Limitations and Open Issues. The main limitations of current approaches and the related open research issues can be summarized as follows. Despite target-dependent approaches are normally more effective than target-independent ones, they require a-priori knowledge of the set of websites that may be potentially targeted by phishing scams, or anyway try to retrieve them during operation by querying search engines. This makes them clearly unable to detect phishing scams against unknown, legitimate services. On the other hand, target-independent techniques are, in principle, easier to evade, as they exploit generic characteristics of webpages to discriminate between phishing and legitimate pages, instead of making an explicit comparison between webpages. In particular, as shown in [15], it is not only possible to infer enough information on how a publicly-available, target-independent anti-phishing filter (like Google’s Phishing Pages Filter) works, but it is also possible to exploit this information to evade detection, by carefully manipulating phishing webpages to resemble the characteristics of the legitimate webpages used to learn the classification system.
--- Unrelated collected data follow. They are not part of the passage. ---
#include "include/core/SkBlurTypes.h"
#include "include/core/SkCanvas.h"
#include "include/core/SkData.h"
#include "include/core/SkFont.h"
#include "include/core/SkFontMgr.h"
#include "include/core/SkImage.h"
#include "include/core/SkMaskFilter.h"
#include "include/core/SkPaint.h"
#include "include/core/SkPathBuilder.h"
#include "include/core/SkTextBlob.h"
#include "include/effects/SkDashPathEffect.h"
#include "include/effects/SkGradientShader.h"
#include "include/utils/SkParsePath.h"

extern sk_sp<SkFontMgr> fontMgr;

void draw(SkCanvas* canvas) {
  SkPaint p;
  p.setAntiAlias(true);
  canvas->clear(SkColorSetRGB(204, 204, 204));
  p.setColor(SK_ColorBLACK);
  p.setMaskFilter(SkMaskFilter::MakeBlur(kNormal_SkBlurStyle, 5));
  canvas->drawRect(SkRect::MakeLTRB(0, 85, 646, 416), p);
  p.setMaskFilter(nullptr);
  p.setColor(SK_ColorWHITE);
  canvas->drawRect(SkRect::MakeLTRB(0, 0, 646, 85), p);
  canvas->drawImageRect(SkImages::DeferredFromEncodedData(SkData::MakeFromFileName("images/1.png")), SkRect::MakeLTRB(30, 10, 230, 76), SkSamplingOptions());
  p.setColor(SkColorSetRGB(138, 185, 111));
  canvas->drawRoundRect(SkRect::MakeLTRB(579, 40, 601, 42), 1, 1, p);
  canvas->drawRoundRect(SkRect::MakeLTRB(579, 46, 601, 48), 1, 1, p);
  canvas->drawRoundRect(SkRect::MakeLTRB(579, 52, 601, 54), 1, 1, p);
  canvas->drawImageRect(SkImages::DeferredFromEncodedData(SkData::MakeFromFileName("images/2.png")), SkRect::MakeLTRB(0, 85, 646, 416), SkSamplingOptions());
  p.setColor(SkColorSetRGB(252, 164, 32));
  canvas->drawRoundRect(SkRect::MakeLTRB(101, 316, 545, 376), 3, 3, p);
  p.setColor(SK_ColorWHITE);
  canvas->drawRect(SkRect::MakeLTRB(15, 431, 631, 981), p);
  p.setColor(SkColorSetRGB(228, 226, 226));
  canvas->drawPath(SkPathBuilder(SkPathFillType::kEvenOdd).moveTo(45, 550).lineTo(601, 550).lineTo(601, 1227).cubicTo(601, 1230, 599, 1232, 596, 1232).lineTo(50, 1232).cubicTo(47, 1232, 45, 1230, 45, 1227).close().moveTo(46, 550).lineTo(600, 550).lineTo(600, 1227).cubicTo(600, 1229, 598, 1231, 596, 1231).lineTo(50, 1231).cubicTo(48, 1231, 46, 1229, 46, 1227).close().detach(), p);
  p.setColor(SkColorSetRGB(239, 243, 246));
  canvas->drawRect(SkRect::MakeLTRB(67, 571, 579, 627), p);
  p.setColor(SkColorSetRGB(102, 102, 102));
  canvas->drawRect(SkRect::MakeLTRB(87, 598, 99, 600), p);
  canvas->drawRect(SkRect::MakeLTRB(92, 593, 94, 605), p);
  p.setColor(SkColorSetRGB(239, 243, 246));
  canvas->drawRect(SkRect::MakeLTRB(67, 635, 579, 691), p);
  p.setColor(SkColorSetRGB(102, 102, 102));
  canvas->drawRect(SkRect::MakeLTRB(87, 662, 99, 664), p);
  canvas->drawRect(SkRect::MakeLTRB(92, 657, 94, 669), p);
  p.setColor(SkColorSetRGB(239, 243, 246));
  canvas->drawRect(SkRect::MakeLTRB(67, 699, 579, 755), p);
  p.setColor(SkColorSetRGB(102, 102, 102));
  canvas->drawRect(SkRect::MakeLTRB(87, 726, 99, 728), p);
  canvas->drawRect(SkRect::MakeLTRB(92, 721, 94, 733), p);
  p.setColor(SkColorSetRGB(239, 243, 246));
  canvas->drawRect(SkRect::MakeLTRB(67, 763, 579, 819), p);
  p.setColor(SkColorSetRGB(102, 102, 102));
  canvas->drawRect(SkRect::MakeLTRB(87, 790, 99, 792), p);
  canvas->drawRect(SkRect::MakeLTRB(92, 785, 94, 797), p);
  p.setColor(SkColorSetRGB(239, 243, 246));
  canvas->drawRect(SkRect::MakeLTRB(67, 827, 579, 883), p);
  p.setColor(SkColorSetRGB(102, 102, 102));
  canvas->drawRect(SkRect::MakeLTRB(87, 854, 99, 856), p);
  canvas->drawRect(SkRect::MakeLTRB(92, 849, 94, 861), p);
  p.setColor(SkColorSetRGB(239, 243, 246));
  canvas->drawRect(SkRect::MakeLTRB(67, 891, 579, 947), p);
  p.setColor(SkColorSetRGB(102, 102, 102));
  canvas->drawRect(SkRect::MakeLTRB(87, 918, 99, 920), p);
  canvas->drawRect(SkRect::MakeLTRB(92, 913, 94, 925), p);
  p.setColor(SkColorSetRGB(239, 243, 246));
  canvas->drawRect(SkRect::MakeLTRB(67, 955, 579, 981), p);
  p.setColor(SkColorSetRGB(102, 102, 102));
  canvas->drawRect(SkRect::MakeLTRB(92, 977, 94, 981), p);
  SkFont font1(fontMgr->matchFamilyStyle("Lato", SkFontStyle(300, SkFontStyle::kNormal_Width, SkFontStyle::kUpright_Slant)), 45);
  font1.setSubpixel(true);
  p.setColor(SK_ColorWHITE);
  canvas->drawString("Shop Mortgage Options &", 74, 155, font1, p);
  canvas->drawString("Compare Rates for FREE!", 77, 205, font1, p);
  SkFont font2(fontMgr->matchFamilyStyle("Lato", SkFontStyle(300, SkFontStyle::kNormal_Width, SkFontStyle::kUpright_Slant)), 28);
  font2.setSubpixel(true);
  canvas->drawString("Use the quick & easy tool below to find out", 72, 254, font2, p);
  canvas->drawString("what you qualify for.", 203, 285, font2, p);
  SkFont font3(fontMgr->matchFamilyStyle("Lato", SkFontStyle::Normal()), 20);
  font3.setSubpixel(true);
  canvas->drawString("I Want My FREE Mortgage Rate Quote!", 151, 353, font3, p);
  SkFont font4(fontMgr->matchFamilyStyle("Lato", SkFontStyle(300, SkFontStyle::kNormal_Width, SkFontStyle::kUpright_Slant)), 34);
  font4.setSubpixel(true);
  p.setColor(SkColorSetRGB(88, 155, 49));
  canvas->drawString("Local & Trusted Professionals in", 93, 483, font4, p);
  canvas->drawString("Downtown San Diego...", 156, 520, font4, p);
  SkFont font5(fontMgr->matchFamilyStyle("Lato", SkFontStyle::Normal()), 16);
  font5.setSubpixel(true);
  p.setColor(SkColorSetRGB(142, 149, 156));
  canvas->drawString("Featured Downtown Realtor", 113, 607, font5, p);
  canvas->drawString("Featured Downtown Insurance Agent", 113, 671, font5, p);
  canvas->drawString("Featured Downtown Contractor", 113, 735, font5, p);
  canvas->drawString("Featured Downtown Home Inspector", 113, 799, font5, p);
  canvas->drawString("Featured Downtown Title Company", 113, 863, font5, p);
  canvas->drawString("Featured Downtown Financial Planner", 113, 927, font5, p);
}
Evasion becomes clearly more difficult if visual analysis is also performed, as modifying the visual appearance of the phishing page tends to compromise the effectiveness of the phishing scam [1]. However, mainly due to the higher computational complexity of this kind of analysis, only few approaches have combined HTML and visual features for target-dependent phishing detection [11, 32], and it is not clear to which extent they can be robust against well-crafted adversarial attacks. Another relevant limitation is that no dataset has been made publicly available for comparing different detection approaches to a common benchmark, and this clearly hinders research reproducibility.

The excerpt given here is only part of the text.